### WHAT THE TASK ASKS
A verbatim copy of all the data is required; the pictures should not appear in it.

-- Opening Marker --

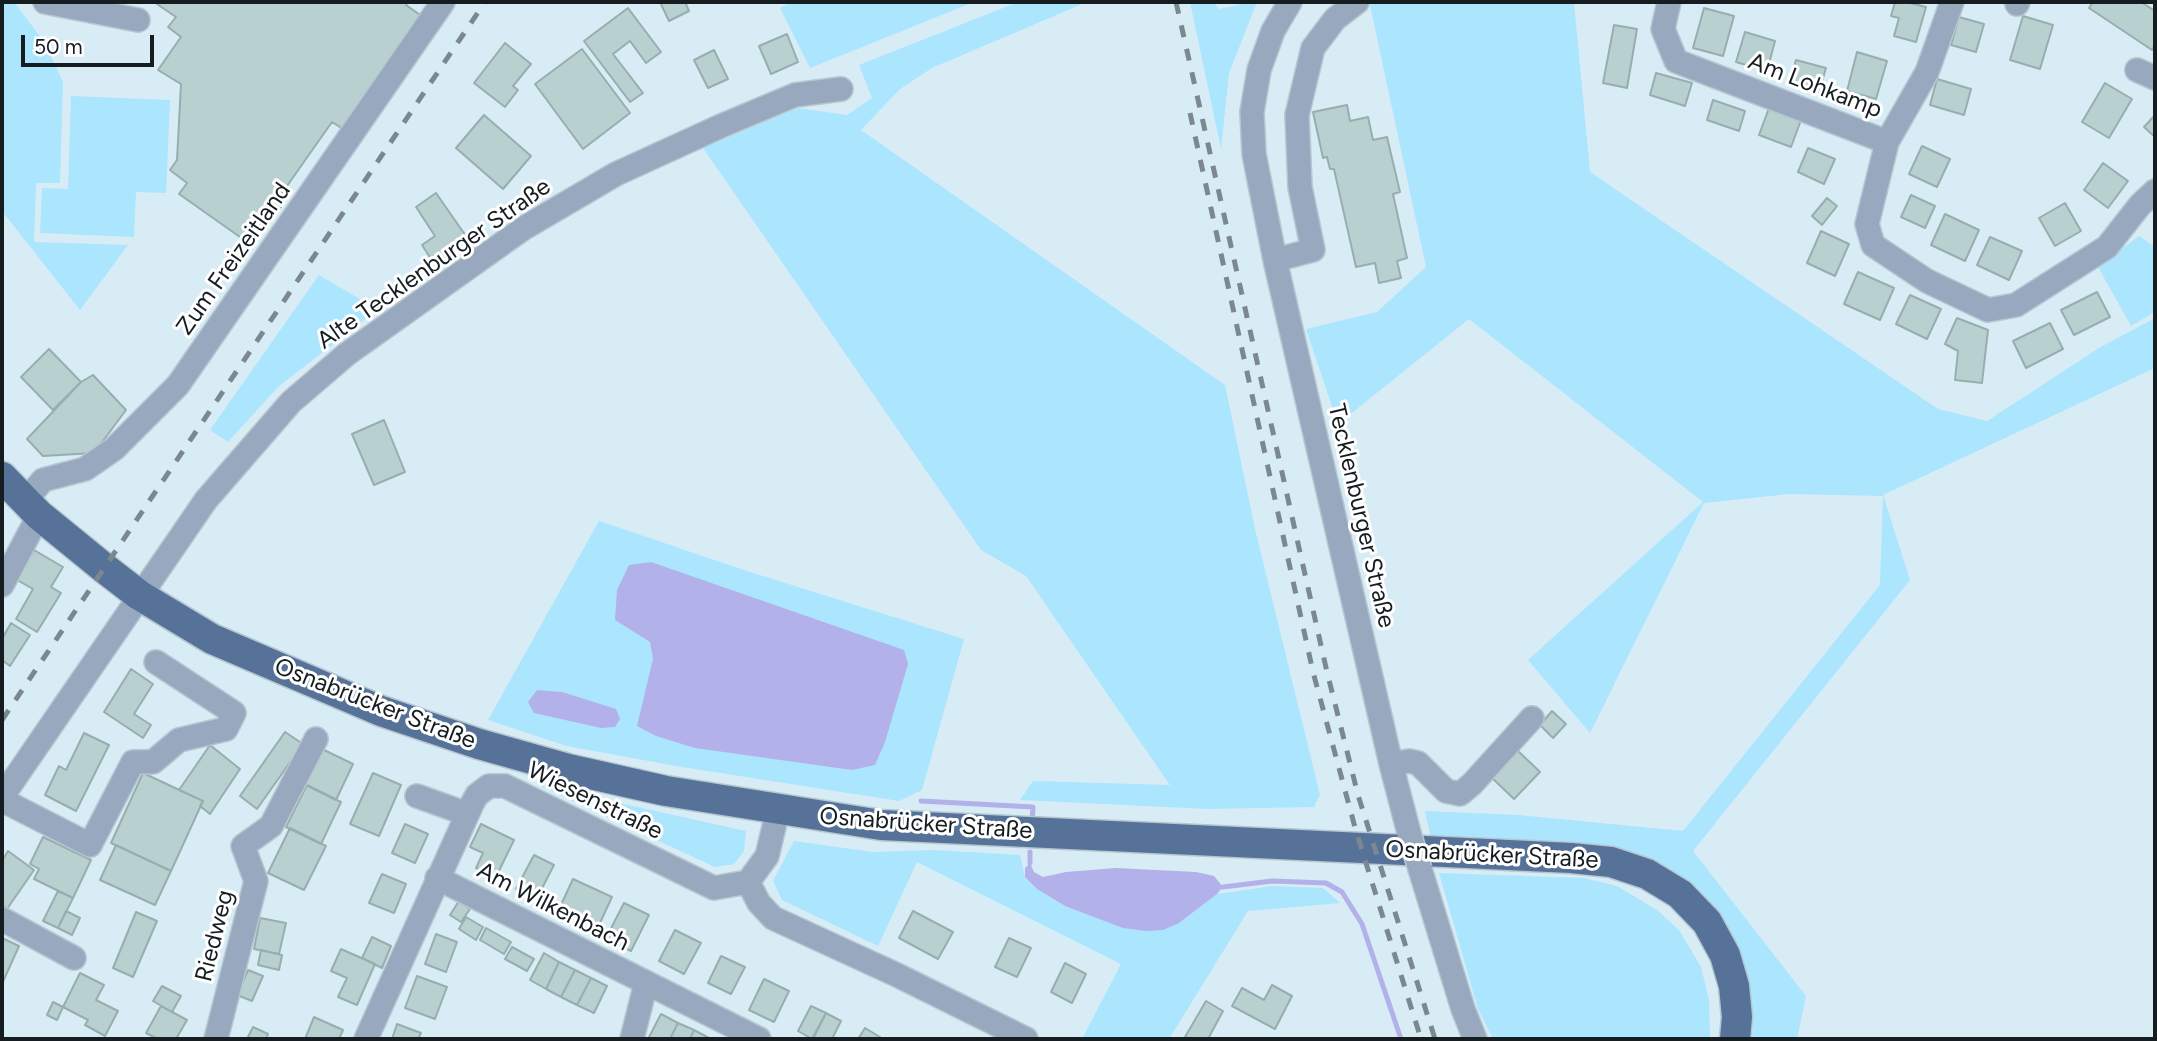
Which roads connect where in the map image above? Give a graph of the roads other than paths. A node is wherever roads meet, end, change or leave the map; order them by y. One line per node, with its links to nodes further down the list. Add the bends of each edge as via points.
1 (45, 2): 7 (street)
2 (443, 2): 13 (street, Zum Freizeitland, via 178,385 114,450 85,469 43,480)
3 (1290, 2): 11 (street, Tecklenburger Straße, via 1259,70 1252,112 1254,154)
4 (1357, 2): 11 (street, via 1335,19 1313,48 1297,115 1300,187 1313,250)
5 (1669, 2): 9 (street, Am Lohkamp, via 1663,29 1676,61)
6 (1952, 2): 9 (street, Am Lohkamp, via 1927,72)
7 (138, 20)
8 (841, 89): 15 (street, Alte Tecklenburger Straße, via 795,95 616,174 524,228 346,354 291,402 206,500)
9 (1887, 142): 10 (street, via 1867,223 1874,245 1927,281 1988,310 2016,305 2107,247)
10 (2155, 191)
11 (1275, 260): 19 (street, Tecklenburger Straße)
12 (2, 477): 13 (main road, Osnabrücker Straße)
13 (32, 508): 14 (street, Zum Freizeitland); 15 (main road, Osnabrücker Straße)
14 (2, 584)
15 (139, 595): 21 (street, Alte Tecklenburger Straße); 22 (main road, Osnabrücker Straße, via 212,639 440,732 568,769)
16 (156, 663): 21 (street, via 234,713 226,729 179,740 153,762 133,762 90,845)
17 (1532, 718): 19 (street, via 1460,794 1446,791 1418,763)
18 (316, 739): 29 (street, Riedweg, via 271,826 243,846 256,881)
19 (1391, 764): 34 (street, Tecklenburger Straße, bridge)
20 (416, 796): 23 (street)
21 (2, 798)
22 (778, 810): 25 (street, via 767,856); 35 (main road, Osnabrücker Straße, via 881,825 1611,862 1647,874 1680,894 1707,922 1725,955 1734,986)
23 (467, 814): 24 (street, Wiesenstraße); 25 (street, Wiesenstraße, via 477,795 489,786 505,786 714,888)
24 (437, 878): 28 (street, Am Wilkenbach); 30 (street, Wiesenstraße)
25 (748, 882): 33 (street, via 773,918)
26 (2, 919): 27 (street)
27 (74, 958)
28 (646, 983): 31 (street, Am Wilkenbach); 32 (street, Am Wilkenbach)
29 (216, 1039)
30 (366, 1039)
31 (632, 1039)
32 (759, 1039)
33 (1026, 1039)
34 (1475, 1039)
35 (1735, 1039)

-- Closing Marker --

### ANSWER BOX
Which roads connect where in the map image above? Give a graph of the roads other than paths. A node is wherever roads meet, end, change or leave the map; order them by y. One line per node, with its links to nodes further down the list. Add the bends of each edge as via points.
1 (45, 2): 7 (street)
2 (443, 2): 13 (street, Zum Freizeitland, via 178,385 114,450 85,469 43,480)
3 (1290, 2): 11 (street, Tecklenburger Straße, via 1259,70 1252,112 1254,154)
4 (1357, 2): 11 (street, via 1335,19 1313,48 1297,115 1300,187 1313,250)
5 (1669, 2): 9 (street, Am Lohkamp, via 1663,29 1676,61)
6 (1952, 2): 9 (street, Am Lohkamp, via 1927,72)
7 (138, 20)
8 (841, 89): 15 (street, Alte Tecklenburger Straße, via 795,95 616,174 524,228 346,354 291,402 206,500)
9 (1887, 142): 10 (street, via 1867,223 1874,245 1927,281 1988,310 2016,305 2107,247)
10 (2155, 191)
11 (1275, 260): 19 (street, Tecklenburger Straße)
12 (2, 477): 13 (main road, Osnabrücker Straße)
13 (32, 508): 14 (street, Zum Freizeitland); 15 (main road, Osnabrücker Straße)
14 (2, 584)
15 (139, 595): 21 (street, Alte Tecklenburger Straße); 22 (main road, Osnabrücker Straße, via 212,639 440,732 568,769)
16 (156, 663): 21 (street, via 234,713 226,729 179,740 153,762 133,762 90,845)
17 (1532, 718): 19 (street, via 1460,794 1446,791 1418,763)
18 (316, 739): 29 (street, Riedweg, via 271,826 243,846 256,881)
19 (1391, 764): 34 (street, Tecklenburger Straße, bridge)
20 (416, 796): 23 (street)
21 (2, 798)
22 (778, 810): 25 (street, via 767,856); 35 (main road, Osnabrücker Straße, via 881,825 1611,862 1647,874 1680,894 1707,922 1725,955 1734,986)
23 (467, 814): 24 (street, Wiesenstraße); 25 (street, Wiesenstraße, via 477,795 489,786 505,786 714,888)
24 (437, 878): 28 (street, Am Wilkenbach); 30 (street, Wiesenstraße)
25 (748, 882): 33 (street, via 773,918)
26 (2, 919): 27 (street)
27 (74, 958)
28 (646, 983): 31 (street, Am Wilkenbach); 32 (street, Am Wilkenbach)
29 (216, 1039)
30 (366, 1039)
31 (632, 1039)
32 (759, 1039)
33 (1026, 1039)
34 (1475, 1039)
35 (1735, 1039)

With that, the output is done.